[Saved entries]
★ ★ ★ ★
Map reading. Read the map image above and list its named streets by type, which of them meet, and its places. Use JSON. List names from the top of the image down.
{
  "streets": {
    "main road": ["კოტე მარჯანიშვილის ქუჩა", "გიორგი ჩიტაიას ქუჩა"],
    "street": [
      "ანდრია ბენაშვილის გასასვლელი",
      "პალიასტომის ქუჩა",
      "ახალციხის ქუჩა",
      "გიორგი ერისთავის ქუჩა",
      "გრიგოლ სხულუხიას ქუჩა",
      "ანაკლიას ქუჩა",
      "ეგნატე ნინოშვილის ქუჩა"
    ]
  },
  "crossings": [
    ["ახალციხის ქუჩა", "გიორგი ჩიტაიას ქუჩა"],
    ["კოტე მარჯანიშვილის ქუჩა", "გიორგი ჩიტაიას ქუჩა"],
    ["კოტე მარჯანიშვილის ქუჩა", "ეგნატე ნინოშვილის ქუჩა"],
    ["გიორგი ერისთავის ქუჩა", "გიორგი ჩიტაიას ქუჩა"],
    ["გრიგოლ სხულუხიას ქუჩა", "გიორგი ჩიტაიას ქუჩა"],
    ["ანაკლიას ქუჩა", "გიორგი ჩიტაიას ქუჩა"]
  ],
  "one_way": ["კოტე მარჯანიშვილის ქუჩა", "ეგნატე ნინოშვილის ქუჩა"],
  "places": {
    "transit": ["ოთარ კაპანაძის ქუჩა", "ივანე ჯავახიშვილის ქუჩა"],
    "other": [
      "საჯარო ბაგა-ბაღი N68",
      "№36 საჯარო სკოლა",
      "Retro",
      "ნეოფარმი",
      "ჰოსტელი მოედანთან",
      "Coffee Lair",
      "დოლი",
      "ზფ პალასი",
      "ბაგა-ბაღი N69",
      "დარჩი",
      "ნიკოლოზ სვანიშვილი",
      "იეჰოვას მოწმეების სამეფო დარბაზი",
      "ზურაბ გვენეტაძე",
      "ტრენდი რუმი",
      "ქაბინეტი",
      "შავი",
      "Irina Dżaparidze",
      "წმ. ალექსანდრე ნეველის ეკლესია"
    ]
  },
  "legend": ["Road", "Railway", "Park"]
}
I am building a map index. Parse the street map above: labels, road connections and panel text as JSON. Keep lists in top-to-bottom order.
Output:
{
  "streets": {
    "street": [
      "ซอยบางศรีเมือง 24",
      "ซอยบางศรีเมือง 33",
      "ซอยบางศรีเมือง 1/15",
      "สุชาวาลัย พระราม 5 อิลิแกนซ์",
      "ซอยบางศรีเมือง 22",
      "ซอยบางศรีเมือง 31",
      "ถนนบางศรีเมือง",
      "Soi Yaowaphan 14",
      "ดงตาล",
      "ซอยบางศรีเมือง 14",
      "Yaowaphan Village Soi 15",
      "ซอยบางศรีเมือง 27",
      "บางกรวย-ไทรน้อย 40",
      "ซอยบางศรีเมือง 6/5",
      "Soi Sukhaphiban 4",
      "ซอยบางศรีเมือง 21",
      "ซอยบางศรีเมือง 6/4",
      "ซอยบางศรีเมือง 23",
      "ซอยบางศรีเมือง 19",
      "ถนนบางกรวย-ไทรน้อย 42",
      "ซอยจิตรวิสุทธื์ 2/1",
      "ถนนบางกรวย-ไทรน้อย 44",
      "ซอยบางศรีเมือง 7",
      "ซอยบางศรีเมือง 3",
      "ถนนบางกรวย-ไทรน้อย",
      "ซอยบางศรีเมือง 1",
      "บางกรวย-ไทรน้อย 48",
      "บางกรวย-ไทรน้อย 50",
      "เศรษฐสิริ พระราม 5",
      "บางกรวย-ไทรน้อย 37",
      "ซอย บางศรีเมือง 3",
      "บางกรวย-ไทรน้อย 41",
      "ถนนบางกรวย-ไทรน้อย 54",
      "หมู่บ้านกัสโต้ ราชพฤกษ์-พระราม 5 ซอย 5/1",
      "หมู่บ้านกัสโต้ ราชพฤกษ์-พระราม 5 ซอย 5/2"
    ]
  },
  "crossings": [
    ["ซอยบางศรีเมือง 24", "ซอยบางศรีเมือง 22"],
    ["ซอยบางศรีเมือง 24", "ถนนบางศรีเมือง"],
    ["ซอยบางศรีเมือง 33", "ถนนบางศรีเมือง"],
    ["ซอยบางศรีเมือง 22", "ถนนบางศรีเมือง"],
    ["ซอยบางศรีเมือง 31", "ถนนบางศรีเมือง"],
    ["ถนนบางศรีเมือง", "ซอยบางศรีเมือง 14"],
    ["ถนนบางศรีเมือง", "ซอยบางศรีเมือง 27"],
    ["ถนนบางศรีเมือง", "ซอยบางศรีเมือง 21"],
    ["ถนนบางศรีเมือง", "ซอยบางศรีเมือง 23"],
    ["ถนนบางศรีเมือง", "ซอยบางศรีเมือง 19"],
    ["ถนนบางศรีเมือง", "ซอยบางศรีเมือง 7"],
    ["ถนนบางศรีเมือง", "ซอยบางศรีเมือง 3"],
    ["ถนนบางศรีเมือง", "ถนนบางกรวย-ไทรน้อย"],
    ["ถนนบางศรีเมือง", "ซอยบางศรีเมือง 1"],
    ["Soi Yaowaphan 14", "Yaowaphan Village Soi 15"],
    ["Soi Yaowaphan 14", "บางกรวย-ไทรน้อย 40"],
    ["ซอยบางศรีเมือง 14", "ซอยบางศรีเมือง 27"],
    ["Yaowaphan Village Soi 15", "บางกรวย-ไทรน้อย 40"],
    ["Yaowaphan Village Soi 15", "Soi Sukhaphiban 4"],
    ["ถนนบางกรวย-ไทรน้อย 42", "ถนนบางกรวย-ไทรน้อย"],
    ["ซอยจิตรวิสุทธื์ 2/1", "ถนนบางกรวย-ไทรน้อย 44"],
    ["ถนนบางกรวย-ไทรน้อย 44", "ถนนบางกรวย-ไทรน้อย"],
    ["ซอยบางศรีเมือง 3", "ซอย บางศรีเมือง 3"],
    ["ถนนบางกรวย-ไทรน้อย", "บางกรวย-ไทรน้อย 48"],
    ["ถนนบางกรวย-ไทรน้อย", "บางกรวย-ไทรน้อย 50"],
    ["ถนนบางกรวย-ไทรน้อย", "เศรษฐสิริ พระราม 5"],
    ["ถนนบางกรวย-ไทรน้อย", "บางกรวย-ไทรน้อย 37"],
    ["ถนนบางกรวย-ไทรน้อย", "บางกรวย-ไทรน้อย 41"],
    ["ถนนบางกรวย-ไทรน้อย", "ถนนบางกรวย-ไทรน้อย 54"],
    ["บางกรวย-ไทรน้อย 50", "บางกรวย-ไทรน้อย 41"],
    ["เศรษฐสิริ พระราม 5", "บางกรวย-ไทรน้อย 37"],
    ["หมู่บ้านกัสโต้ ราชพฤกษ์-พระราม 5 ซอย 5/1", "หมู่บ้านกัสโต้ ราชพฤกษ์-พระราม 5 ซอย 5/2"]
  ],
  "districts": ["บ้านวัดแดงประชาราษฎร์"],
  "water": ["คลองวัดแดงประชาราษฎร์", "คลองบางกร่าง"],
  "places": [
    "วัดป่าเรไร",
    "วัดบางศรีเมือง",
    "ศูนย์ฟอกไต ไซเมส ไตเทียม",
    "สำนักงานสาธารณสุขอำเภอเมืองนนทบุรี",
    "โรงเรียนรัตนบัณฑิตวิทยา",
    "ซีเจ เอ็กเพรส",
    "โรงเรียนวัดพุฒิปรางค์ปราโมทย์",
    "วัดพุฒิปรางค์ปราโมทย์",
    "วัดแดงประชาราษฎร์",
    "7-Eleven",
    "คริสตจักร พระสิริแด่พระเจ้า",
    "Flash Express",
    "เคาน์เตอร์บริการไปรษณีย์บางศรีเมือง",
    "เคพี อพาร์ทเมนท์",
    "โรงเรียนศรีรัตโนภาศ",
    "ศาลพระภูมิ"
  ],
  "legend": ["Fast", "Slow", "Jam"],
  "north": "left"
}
★ ★ ★ ★
* _Try it_
When a line in the records above holds "พระราม", that line is to be reported.

* _Result of the task_
      "สุชาวาลัย พระราม 5 อิลิแกนซ์",
      "เศรษฐสิริ พระราม 5",
      "หมู่บ้านกัสโต้ ราชพฤกษ์-พระราม 5 ซอย 5/1",
      "หมู่บ้านกัสโต้ ราชพฤกษ์-พระราม 5 ซอย 5/2"
    ["ถนนบางกรวย-ไทรน้อย", "เศรษฐสิริ พระราม 5"],
    ["เศรษฐสิริ พระราม 5", "บางกรวย-ไทรน้อย 37"],
    ["หมู่บ้านกัสโต้ ราชพฤกษ์-พระราม 5 ซอย 5/1", "หมู่บ้านกัสโต้ ราชพฤกษ์-พระราม 5 ซอย 5/2"]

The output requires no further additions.